Sus atrevidos diseños le han valido el sobrenombre de la “arquitecta de lo imposible”, sin embargo, Hadid ha desafiado algo más que las leyes de la física: nacida en Bagdad, primero se enfrentó a la machista mentalidad de Medio Oriente, para después, ya establecida en Inglaterra, descubrir que la profesión que había escogido era un mundo también dominado por hombres. Eso no fue todo: al principio de su carrera, muchas de sus audaces creaciones al final no se llevaron a cabo, lo que la convirtió en una “arquitecta solo del papel”. ¿Quién imaginaría que a finales del SXX se convertiría en una de las mentes más influyentes de la escena arquitectónica contemporánea?

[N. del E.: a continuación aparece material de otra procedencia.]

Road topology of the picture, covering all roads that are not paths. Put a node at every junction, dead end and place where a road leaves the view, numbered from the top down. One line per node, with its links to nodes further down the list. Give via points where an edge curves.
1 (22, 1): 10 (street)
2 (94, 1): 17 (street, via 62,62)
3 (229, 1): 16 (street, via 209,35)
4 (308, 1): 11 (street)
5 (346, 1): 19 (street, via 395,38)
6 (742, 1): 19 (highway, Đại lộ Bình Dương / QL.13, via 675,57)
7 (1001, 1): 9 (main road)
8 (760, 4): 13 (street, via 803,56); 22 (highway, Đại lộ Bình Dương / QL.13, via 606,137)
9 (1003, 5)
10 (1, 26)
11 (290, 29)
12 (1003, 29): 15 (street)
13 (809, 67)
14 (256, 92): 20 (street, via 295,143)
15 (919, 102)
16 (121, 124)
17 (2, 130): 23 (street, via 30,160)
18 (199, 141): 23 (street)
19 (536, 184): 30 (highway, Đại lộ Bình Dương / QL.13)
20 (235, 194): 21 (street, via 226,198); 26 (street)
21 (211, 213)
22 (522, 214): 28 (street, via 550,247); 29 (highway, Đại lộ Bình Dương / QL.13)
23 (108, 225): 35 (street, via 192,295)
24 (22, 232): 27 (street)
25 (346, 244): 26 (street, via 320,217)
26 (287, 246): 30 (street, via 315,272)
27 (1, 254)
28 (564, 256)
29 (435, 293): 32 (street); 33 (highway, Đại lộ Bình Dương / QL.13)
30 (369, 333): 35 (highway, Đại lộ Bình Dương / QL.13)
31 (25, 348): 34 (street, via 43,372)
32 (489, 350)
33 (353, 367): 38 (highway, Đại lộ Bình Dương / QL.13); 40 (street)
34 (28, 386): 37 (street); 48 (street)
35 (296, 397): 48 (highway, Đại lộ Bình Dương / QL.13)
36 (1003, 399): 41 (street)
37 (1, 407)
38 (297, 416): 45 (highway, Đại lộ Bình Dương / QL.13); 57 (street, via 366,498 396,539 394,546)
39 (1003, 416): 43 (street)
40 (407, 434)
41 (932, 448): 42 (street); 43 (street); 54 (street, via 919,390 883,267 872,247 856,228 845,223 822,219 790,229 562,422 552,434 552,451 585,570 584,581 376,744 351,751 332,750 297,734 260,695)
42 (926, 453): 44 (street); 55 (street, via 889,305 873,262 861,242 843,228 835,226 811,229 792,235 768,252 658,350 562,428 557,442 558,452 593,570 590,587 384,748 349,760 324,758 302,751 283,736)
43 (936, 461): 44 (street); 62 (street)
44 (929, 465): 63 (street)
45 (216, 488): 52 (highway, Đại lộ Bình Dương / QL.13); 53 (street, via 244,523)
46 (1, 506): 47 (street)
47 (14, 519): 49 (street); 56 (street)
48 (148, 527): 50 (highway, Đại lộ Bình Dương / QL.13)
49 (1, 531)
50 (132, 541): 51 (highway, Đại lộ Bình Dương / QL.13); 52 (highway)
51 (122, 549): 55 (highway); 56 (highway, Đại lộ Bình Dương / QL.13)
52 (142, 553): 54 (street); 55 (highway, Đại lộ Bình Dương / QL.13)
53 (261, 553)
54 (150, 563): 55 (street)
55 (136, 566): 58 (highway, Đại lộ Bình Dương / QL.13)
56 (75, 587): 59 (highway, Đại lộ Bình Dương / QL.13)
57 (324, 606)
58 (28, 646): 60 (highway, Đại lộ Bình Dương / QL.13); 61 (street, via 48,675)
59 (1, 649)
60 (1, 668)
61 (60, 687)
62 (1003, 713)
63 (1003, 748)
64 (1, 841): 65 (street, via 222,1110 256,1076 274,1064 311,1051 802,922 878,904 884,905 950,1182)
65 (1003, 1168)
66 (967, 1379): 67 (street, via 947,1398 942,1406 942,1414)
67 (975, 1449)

Y es que si bien su visión no había pasado desapercibida, fue a mediados de los 90 cuando su carrera despegó. Para el 2000, su reputación se consolidó con la concepción del Centro de Arte Contemporáneo de Cincinnati (inaugurado en el 2003); se trata no solo del primer museo estadounidense diseñado por una mujer, sino también el espacio que de acuerdo con The New York Times es “el edificio más importante construido en EEUU después de la Guerra fría”.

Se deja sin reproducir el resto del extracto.